Scotland cannot have it both ways

Independence involves harder choices than the SNP admits, writes an FT editorial.

Published on 29 November 2013 at 12:50

With the publication of its massive white paper on the case for independence, the Scottish government has sought to silence critics who claim it has not thought through the implications of separation.

The 670-page document may be short of Braveheart-like passages designed to tug at the heart strings. But its purpose is not to fire up the committed. Instead Alex Salmond, leader of the Scottish National party, has crafted a highly detailed technocratic treatise designed to reassure the fearful. He is after converts, not the allegiance of those who have already made up their minds.

Whatever the result of next September’s referendum, much will remain the same north of the border. In the nationalist vision, Scotland would keep the monarch and the pound. The country’s frail fiscal condition would inevitably constrain the use of its new economic freedoms. But this has not stopped Mr Salmond from scattering a few fiscal goodies over the post-independence gruel. Business taxes would be cut and promises made to fund free childcare for two-year-olds. Unpopular measures, such as the “bedroom tax” and the Tory-backed married couples tax allowance, would be scrapped.
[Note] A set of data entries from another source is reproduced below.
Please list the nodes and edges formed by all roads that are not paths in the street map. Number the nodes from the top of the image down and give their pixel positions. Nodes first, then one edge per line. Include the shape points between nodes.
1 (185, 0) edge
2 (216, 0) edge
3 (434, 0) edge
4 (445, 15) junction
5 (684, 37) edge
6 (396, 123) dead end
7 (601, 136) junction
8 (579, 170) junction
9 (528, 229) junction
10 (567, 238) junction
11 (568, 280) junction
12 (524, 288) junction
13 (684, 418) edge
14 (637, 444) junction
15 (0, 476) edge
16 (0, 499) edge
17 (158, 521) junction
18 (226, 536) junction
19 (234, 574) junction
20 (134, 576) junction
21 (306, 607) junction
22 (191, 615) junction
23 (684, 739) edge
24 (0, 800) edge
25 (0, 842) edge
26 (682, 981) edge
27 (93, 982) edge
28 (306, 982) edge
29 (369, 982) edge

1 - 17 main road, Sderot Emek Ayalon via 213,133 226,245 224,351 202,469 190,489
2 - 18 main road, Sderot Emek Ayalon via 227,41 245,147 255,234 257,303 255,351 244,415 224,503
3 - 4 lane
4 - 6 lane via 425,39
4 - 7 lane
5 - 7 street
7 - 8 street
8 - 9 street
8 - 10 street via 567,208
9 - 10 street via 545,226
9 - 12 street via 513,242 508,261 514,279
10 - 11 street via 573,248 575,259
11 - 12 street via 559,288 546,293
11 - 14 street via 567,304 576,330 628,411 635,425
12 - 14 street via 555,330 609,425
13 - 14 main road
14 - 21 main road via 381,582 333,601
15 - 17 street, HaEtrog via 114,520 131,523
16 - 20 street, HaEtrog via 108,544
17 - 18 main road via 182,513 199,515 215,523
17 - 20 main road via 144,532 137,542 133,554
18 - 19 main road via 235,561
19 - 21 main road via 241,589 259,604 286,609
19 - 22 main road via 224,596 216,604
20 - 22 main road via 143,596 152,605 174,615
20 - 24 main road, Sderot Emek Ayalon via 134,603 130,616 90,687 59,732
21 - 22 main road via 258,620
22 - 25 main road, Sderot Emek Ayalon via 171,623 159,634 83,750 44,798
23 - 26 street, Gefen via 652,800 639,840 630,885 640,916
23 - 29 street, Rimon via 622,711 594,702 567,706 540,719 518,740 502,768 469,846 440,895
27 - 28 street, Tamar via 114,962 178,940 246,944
While the Financial Times strongly favours the continuation of the union, we accept that there is an arguable – if flawed – case for independence. Scottish voters must ultimately decide whether Scotland would prosper more under Holyrood than it does as part of the UK.

View from Scotland

Westminsters’ lack of vision

The chief executive of Edinburgh Financial General Holdings Peter de Vink, writing in The Scotsman, believes the publication of the White Paper marked “a turning point” in the debate, adding: “We now have an in-depth, evidence-based positive case for independence.” He continues –

That prospectus presents a serious challenge to Prime Minister David Cameron and the No [to Scotland’s independence] campaign. It highlights the absence of any positive vision on Scotland’s future should there be a No vote in September. That should bring to an end the nation’s tolerance of the fears and smears from Westminster. The No campaign has no plan for realising Scotland’s economic potential. It has no manifesto commitments on the likes of taxation, investment, jobs, childcare, schools, hospitals, justice, business regulation or even Scotland’s future in the European Union.